=== Instructions for the task ===
Every line with "dead" in it should be copied from the data.

━━━━━ Records for the exercise ━━━━━

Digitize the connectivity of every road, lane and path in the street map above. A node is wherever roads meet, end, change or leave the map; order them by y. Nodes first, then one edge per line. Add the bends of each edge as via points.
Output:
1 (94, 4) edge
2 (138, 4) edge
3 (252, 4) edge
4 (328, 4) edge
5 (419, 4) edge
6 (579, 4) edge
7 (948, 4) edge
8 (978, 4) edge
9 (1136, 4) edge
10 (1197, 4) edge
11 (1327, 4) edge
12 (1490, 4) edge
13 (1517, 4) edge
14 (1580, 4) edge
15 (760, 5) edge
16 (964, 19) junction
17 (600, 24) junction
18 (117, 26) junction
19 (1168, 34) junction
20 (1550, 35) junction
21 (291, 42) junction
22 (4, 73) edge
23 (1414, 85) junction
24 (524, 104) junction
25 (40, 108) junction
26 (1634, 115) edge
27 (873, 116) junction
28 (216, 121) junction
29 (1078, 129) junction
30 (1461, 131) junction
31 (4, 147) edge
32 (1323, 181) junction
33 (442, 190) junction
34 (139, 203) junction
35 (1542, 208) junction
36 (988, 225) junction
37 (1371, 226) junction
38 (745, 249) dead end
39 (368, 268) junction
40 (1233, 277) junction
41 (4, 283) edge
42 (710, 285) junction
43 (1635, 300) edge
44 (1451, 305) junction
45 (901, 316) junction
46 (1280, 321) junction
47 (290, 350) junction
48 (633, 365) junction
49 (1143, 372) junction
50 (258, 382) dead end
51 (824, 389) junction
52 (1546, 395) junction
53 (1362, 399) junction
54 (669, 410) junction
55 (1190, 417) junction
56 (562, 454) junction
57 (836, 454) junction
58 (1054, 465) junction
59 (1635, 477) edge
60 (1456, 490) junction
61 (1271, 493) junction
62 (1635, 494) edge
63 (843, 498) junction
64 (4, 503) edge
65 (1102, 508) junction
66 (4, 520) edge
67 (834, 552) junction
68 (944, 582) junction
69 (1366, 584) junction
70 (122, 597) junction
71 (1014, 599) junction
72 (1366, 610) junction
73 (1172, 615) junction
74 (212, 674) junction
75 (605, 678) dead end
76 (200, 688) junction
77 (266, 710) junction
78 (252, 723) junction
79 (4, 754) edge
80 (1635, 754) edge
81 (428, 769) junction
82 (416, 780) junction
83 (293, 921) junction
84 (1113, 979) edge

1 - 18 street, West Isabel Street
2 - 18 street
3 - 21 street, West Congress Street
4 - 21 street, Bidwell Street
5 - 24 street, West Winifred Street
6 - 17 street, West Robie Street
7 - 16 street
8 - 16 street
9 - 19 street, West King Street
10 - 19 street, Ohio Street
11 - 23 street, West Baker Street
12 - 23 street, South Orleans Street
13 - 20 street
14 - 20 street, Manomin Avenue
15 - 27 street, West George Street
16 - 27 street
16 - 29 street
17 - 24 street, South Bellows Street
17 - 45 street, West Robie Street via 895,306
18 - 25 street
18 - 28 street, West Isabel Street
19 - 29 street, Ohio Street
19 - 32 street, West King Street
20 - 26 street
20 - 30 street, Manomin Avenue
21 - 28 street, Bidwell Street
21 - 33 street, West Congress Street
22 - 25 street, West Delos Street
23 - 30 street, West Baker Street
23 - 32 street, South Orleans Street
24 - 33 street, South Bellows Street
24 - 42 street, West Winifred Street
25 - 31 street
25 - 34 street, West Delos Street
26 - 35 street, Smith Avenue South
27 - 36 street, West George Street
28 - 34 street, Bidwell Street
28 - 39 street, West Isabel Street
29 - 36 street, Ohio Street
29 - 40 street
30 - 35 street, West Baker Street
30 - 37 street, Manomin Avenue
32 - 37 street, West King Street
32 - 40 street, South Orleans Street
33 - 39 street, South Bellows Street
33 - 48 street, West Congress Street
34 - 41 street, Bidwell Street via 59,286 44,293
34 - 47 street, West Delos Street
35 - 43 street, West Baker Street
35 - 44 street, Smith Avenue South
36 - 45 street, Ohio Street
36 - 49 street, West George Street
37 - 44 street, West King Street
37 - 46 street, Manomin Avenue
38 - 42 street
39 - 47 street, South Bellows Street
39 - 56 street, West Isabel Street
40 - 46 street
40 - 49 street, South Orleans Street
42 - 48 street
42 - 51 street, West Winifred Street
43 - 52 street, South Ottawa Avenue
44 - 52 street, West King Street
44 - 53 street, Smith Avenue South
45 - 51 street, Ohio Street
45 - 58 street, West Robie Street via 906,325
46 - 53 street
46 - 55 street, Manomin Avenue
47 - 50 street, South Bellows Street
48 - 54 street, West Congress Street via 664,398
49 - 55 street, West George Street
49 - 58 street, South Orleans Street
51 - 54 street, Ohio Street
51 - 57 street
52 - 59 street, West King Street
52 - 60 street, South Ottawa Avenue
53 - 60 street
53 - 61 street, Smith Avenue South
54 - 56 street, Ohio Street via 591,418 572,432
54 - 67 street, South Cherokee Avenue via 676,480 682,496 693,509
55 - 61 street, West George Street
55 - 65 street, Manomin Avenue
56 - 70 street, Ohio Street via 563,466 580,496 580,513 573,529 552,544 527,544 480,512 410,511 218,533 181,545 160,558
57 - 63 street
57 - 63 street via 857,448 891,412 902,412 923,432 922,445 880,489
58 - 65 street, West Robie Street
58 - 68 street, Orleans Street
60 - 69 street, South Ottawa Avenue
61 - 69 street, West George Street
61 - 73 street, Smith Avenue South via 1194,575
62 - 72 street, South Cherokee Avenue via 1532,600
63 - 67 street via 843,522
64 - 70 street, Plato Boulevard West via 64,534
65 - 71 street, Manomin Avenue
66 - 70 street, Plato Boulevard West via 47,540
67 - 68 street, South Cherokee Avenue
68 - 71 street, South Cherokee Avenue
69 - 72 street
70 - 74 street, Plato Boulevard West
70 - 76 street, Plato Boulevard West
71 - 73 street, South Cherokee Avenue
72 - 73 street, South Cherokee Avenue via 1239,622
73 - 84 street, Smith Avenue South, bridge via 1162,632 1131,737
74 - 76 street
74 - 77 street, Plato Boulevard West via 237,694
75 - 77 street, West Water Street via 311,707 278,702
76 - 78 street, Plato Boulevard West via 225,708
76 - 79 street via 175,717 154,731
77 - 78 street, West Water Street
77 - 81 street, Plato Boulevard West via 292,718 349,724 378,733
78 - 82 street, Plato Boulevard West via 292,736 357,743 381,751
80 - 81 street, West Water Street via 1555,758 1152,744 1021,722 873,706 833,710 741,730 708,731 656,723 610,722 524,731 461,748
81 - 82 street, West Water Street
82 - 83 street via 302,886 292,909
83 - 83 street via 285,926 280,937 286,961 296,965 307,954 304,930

━━━━━

=== Written response ===
38 (745, 249) dead end
50 (258, 382) dead end
75 (605, 678) dead end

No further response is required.